O termo "cobiçar" aparece de forma proeminente nos Dez Mandamentos, especificamente em Êxodo 20:17:

"Não cobiçarás a casa do teu próximo. Não cobiçarás a mulher do teu próximo, nem o seu servo ou serva, nem o seu boi ou jumento, nem coisa alguma que pertença ao teu próximo."

A palavra hebraica usada aqui é "חָמַד" (chamad), que significa desejar, ter prazer ou deleitar-se em algo. No entanto, o contexto e o uso do mandamento indicam que este não é um desejo benigno ou inofensivo. Em vez disso, é um anseio que pode levar a ações antiéticas e à decadência espiritual.

Cobiçar, no sentido bíblico, é abrigar um desejo intenso e inadequado por algo que pertence a outra pessoa. Esse desejo vai além da mera admiração ou do desejo por bênçãos semelhantes; envolve uma insatisfação profunda com o que se tem e um anseio por possuir o que não é legitimamente seu. Esse tipo de desejo pode levar a vários pecados, pois muitas vezes surge e alimenta o ciúme, a ganância e o descontentamento.

O Novo Testamento também aborda a questão da cobiça. Em Romanos 7:7, Paulo escreve:

"Que diremos, então? A lei é pecado? De modo nenhum! No entanto, eu não teria conhecido o pecado senão pela lei. Pois eu não teria conhecido a cobiça se a lei não dissesse: 'Não cobiçarás.'"

Aqui, Paulo reconhece que a lei revela a natureza do pecado, e a cobiça é identificada como uma transgressão fundamental que expõe a natureza pecaminosa da humanidade. Cobiçar não se trata apenas do ato de tomar ou roubar; trata-se da condição interna do coração. Reflete um problema mais profundo de desejos e prioridades mal colocados.

Tiago 4:1-3 elabora ainda mais sobre a natureza destrutiva da cobiça:

"De onde vêm as guerras e contendas entre vocês? Não vêm das paixões que guerreiam dentro de vocês? Vocês cobiçam, mas não têm; matam e invejam, mas não conseguem obter o que desejam. Vocês vivem a lutar e a fazer guerras. Não têm, porque não pedem. Quando pedem, não recebem, pois pedem com motivos errados, para gastar em seus prazeres."

Tiago destaca que a cobiça leva ao conflito e à discórdia. Ela perturba relacionamentos e comunidades porque está enraizada no egoísmo e na falta de confiança na provisão de Deus. Em vez de buscar a realização através de Deus, a cobiça busca satisfação através da aquisição do que pertence aos outros.

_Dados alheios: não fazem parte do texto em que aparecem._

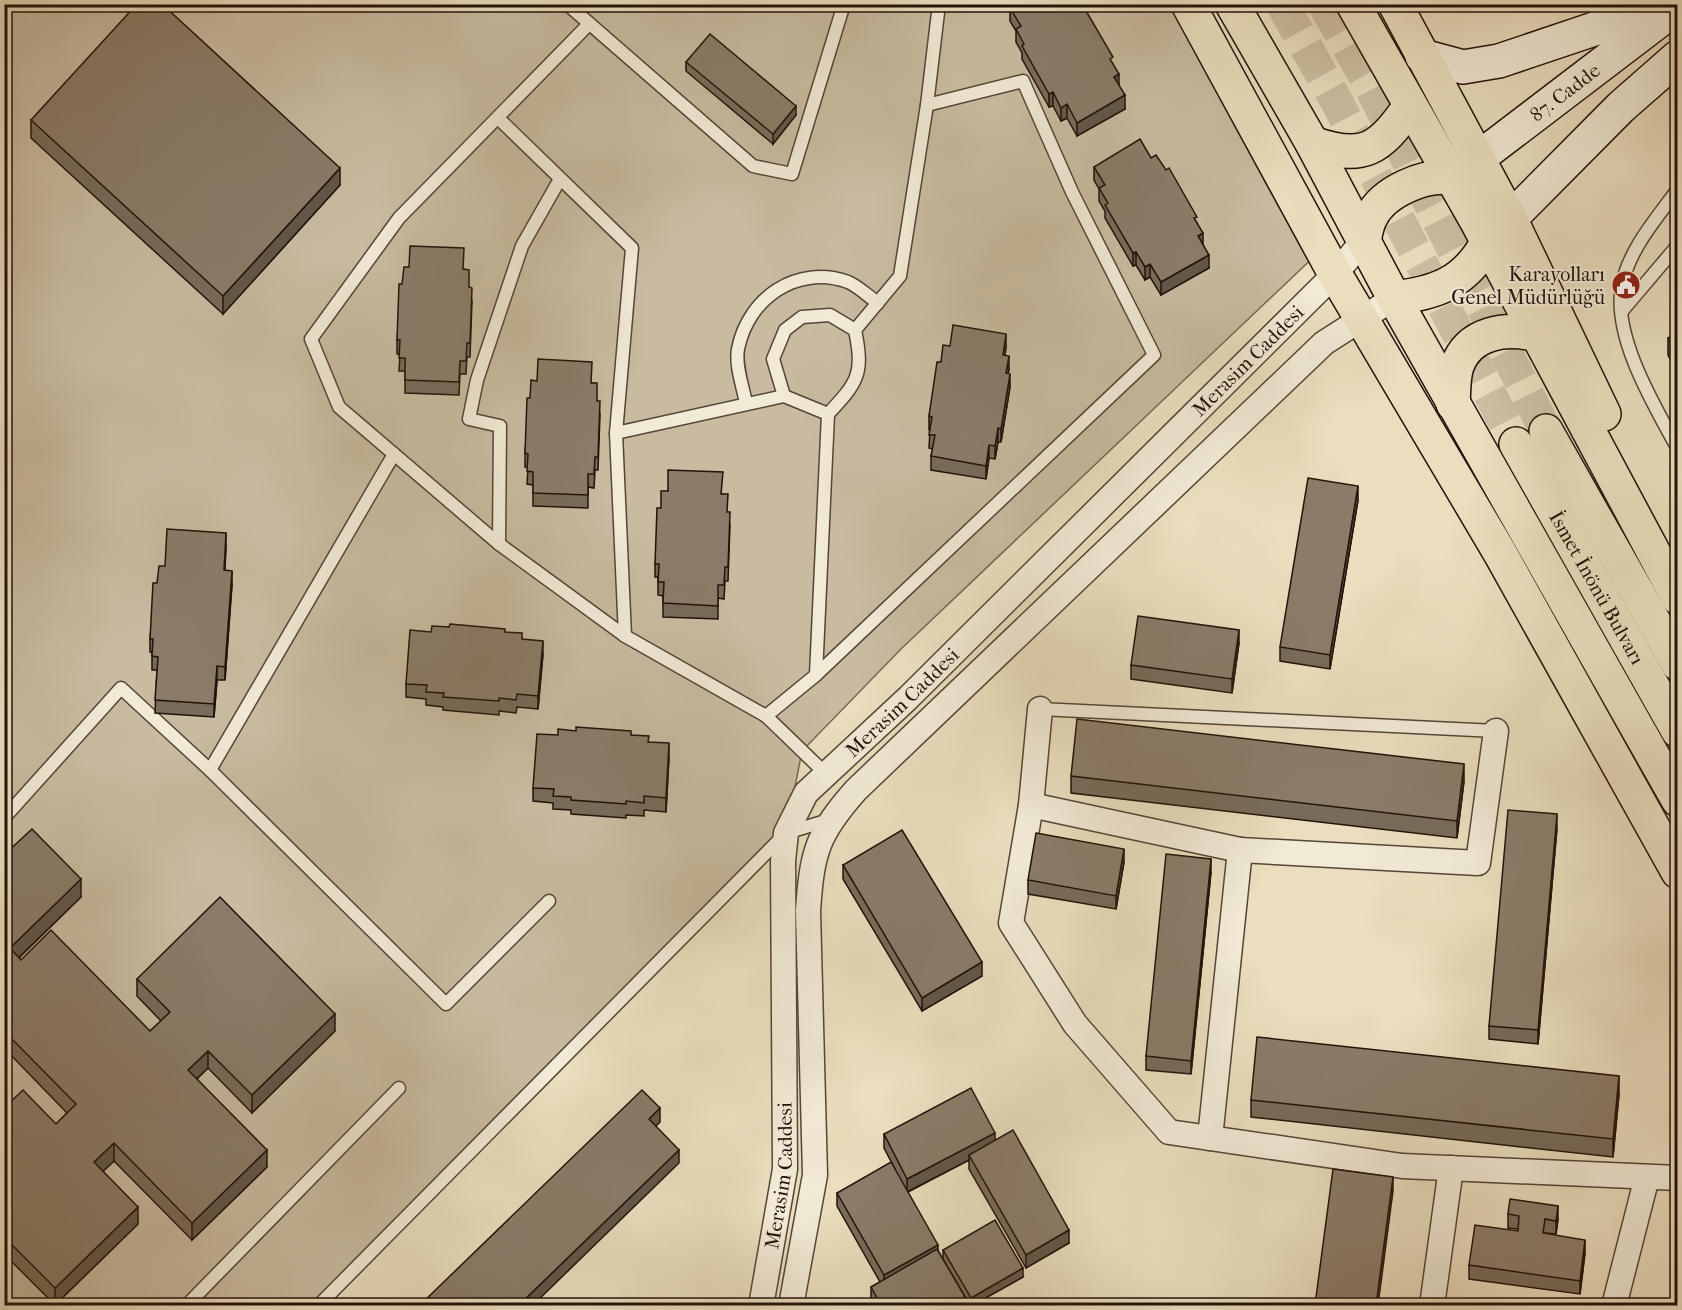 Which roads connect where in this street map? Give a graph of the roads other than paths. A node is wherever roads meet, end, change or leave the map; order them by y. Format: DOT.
graph roads {
  1 [pos="567,4"];
  2 [pos="844,4"];
  3 [pos="939,4"];
  4 [pos="1188,4"];
  5 [pos="1232,4"];
  6 [pos="1353,4"];
  7 [pos="1395,4"];
  8 [pos="1654,4"];
  9 [pos="1677,6"];
  10 [pos="590,24"];
  11 [pos="1422,56"];
  12 [pos="1677,57"];
  13 [pos="927,105"];
  14 [pos="1410,106"];
  15 [pos="498,118"];
  16 [pos="1312,143"];
  17 [pos="1464,169"];
  18 [pos="561,179"];
  19 [pos="1677,189"];
  20 [pos="1510,218"];
  21 [pos="1364,240"];
  22 [pos="1487,243"];
  23 [pos="1677,245"];
  24 [pos="1335,274"];
  25 [pos="1394,298"];
  26 [pos="878,303"];
  27 [pos="1622,310"];
  28 [pos="1359,317"];
  29 [pos="855,330"];
  30 [pos="1537,335"];
  31 [pos="784,396"];
  32 [pos="746,403"];
  33 [pos="1453,404"];
  34 [pos="828,414"];
  35 [pos="1546,431"];
  36 [pos="615,433"];
  37 [pos="1516,444"];
  38 [pos="1677,449"];
  39 [pos="394,454"];
  40 [pos="499,544"];
  41 [pos="1677,550"];
  42 [pos="1677,598"];
  43 [pos="626,636"];
  44 [pos="1677,664"];
  45 [pos="816,675"];
  46 [pos="1040,709"];
  47 [pos="766,716"];
  48 [pos="1496,731"];
  49 [pos="1677,731"];
  50 [pos="210,770"];
  51 [pos="825,773"];
  52 [pos="1677,800"];
  53 [pos="1031,805"];
  54 [pos="4,818"];
  55 [pos="830,820"];
  56 [pos="786,833"];
  57 [pos="1240,850"];
  58 [pos="1677,872"];
  59 [pos="549,901"];
  60 [pos="399,1088"];
  61 [pos="1210,1138"];
  62 [pos="1451,1168"];
  63 [pos="1647,1177"];
  64 [pos="1677,1178"];
  65 [pos="186,1305"];
  66 [pos="318,1305"];
  67 [pos="761,1305"];
  68 [pos="791,1305"];
  69 [pos="1432,1305"];
  70 [pos="1614,1305"];
  1 -- 10 [label="lane"];
  2 -- 10 [label="lane"];
  3 -- 13 [label="lane"];
  4 -- 24 [label="main road"];
  5 -- 16 [label="main road"];
  6 -- 14 [label="main road"];
  7 -- 11 [label="main road"];
  8 -- 11 [label="street"];
  9 -- 17 [label="street, 87. Cadde"];
  10 -- 15 [label="lane"];
  11 -- 17 [label="main road"];
  12 -- 20 [label="street"];
  13 -- 26 [label="lane"];
  13 -- 45 [label="lane"];
  14 -- 16 [label="main road"];
  14 -- 17 [label="main road"];
  15 -- 18 [label="lane"];
  15 -- 39 [label="lane"];
  16 -- 21 [label="main road"];
  17 -- 20 [label="main road"];
  17 -- 21 [label="main road"];
  17 -- 22 [label="main road"];
  18 -- 36 [label="lane"];
  18 -- 40 [label="lane"];
  19 -- 27 [label="lane"];
  20 -- 22 [label="street"];
  20 -- 41 [label="main road"];
  21 -- 24 [label="street, Merasim Caddesi"];
  21 -- 25 [label="main road"];
  22 -- 25 [label="main road"];
  22 -- 30 [label="main road"];
  23 -- 27 [label="lane"];
  24 -- 28 [label="main road"];
  24 -- 51 [label="street, Merasim Caddesi"];
  25 -- 28 [label="street, Merasim Caddesi"];
  25 -- 33 [label="main road"];
  26 -- 29 [label="lane"];
  26 -- 32 [label="lane"];
  27 -- 38 [label="lane"];
  28 -- 55 [label="street, Merasim Caddesi"];
  28 -- 58 [label="main road"];
  29 -- 31 [label="lane"];
  29 -- 34 [label="lane"];
  30 -- 33 [label="main road"];
  30 -- 42 [label="main road"];
  31 -- 32 [label="lane"];
  31 -- 34 [label="lane"];
  32 -- 36 [label="lane"];
  33 -- 52 [label="main road"];
  34 -- 45 [label="lane"];
  35 -- 44 [label="main road, İsmet İnönü Bulvarı"];
  36 -- 43 [label="lane"];
  37 -- 49 [label="main road, İsmet İnönü Bulvarı"];
  39 -- 40 [label="lane"];
  39 -- 50 [label="lane"];
  40 -- 43 [label="lane"];
  43 -- 47 [label="lane"];
  45 -- 47 [label="lane"];
  46 -- 48 [label="lane"];
  46 -- 53 [label="street"];
  47 -- 51 [label="lane"];
  48 -- 57 [label="street"];
  50 -- 54 [label="lane"];
  50 -- 59 [label="lane"];
  51 -- 56 [label="street, Merasim Caddesi"];
  53 -- 57 [label="street"];
  53 -- 61 [label="street"];
  55 -- 56 [label="lane"];
  55 -- 68 [label="street, Merasim Caddesi"];
  56 -- 66 [label="lane"];
  56 -- 67 [label="street, Merasim Caddesi"];
  57 -- 61 [label="street"];
  60 -- 65 [label="lane"];
  61 -- 62 [label="street"];
  62 -- 63 [label="street"];
  62 -- 69 [label="street"];
  63 -- 64 [label="street"];
  63 -- 70 [label="street"];
}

Teologicamente, a cobiça é uma forma de idolatria. Colossenses 3:5 afirma:

"Façam morrer tudo o que pertence à natureza terrena de vocês: imoralidade sexual, impureza, paixão, maus desejos e a ganância, que é idolatria."

Aqui, a ganância e a cobiça são equiparadas à idolatria porque colocam as posses materiais e os desejos acima de Deus. Quando cobiçamos, essencialmente declaramos que a provisão de Deus é insuficiente e que precisamos de algo mais para sermos verdadeiramente satisfeitos. Essa mentalidade mina nossa fé e confiança na soberania e bondade de Deus.

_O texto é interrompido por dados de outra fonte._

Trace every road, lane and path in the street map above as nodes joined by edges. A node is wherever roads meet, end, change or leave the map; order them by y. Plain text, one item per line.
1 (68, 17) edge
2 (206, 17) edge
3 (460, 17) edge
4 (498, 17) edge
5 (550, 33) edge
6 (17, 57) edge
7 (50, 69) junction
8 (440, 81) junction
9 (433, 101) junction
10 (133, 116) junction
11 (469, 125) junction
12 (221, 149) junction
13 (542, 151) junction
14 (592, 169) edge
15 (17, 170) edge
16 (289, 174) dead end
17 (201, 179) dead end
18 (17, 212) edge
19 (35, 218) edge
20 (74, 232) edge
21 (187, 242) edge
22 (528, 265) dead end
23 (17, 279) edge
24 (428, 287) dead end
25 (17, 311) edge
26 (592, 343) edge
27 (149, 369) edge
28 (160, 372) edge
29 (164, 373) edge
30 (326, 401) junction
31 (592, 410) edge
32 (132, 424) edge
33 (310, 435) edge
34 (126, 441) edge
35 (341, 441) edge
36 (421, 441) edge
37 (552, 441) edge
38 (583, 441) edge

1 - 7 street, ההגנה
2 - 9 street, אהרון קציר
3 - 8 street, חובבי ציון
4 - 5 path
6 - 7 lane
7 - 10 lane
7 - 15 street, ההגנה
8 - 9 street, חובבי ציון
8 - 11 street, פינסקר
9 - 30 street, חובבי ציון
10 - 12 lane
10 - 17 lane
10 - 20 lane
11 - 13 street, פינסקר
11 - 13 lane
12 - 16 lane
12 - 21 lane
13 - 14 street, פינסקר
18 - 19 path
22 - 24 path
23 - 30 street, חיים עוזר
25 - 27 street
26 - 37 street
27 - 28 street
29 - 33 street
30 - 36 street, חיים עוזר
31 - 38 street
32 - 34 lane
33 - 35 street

A literatura e os ensinamentos cristãos há muito enfatizam os perigos da cobiça. Agostinho de Hipona, em sua obra "Confissões", discute a natureza inquieta do coração humano e como a verdadeira satisfação só pode ser encontrada em Deus. Ele escreveu famosamente: "Tu nos fizeste para ti, ó Senhor, e nosso coração está inquieto até que descanse em ti." Essa inquietação muitas vezes se manifesta na cobiça, à medida que as pessoas buscam realização em coisas que não são Deus.

Tomás de Aquino, em sua "Summa Theologica", também aborda a cobiça. Ele a categoriza sob o pecado da avareza e explica que é um desejo desordenado por bens temporais. Aquino argumenta que a cobiça é contrária à virtude da caridade, que busca o bem dos outros. A cobiça, por outro lado, busca possuir o que pertence aos outros, prejudicando assim os relacionamentos e a harmonia social.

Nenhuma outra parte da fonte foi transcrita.